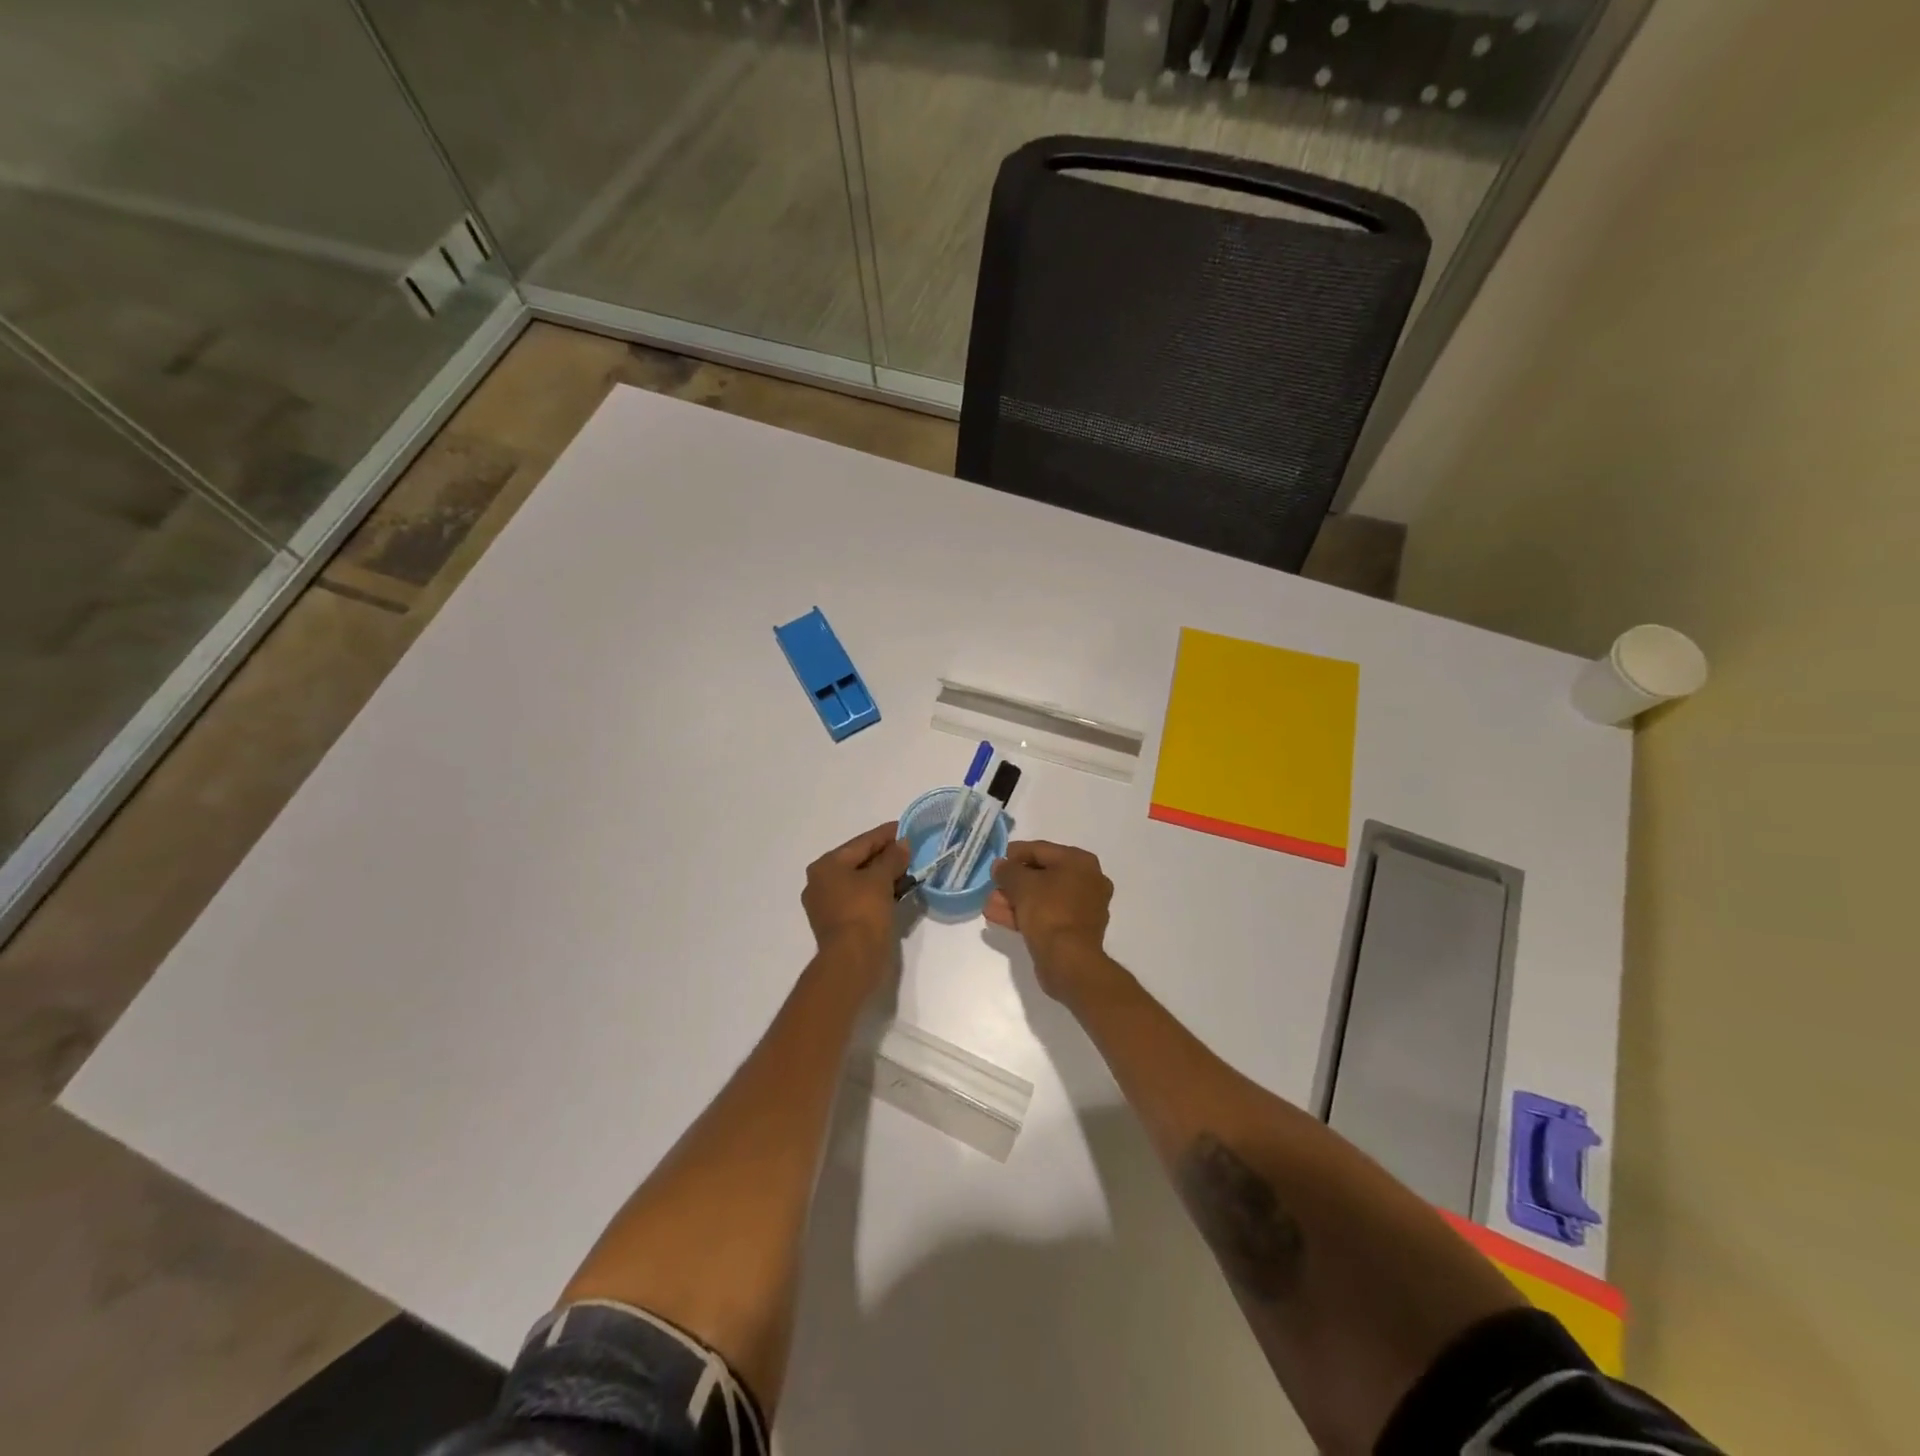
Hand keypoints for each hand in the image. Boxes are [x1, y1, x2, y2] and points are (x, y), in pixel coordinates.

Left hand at [802, 822, 909, 967]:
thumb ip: (893, 858)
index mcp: (826, 866)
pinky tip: (899, 890)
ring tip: (910, 869)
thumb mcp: (881, 880)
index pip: (861, 843)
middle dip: (886, 856)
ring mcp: (828, 904)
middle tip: (911, 849)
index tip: (906, 828)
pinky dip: (879, 892)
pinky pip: (862, 898)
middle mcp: (821, 882)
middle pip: (859, 861)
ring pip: (861, 881)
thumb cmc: (863, 912)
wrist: (852, 961)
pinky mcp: (839, 922)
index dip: (885, 834)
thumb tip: (903, 843)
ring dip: (885, 875)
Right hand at [985, 840, 1115, 1000]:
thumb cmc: (1048, 912)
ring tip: (990, 905)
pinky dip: (1026, 915)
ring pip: (1043, 897)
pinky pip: (1048, 915)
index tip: (996, 863)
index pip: (1041, 850)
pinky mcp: (1076, 930)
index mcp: (1080, 862)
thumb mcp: (1021, 884)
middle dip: (1013, 883)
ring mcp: (1084, 907)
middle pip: (1042, 875)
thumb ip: (1007, 870)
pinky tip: (999, 918)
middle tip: (992, 887)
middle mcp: (1088, 880)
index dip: (1015, 854)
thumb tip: (1000, 866)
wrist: (1069, 960)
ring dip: (1015, 900)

» What you are asked to do:
Quote exactly the line containing "ring pip: (1043, 897)" and every later line through the end of the listing, and no other lines.

» Written solution:
ring pip: (1043, 897)
pinky pip: (1048, 915)
index tip: (996, 863)
index pip: (1041, 850)
pinky mcp: (1076, 930)
index mcp: (1080, 862)
thumb mcp: (1021, 884)
middle dip: (1013, 883)
ring mcp: (1084, 907)
middle pip: (1042, 875)
thumb ip: (1007, 870)
pinky tip: (999, 918)
middle tip: (992, 887)
middle mcp: (1088, 880)
index dip: (1015, 854)
thumb tip: (1000, 866)
wrist: (1069, 960)
ring dip: (1015, 900)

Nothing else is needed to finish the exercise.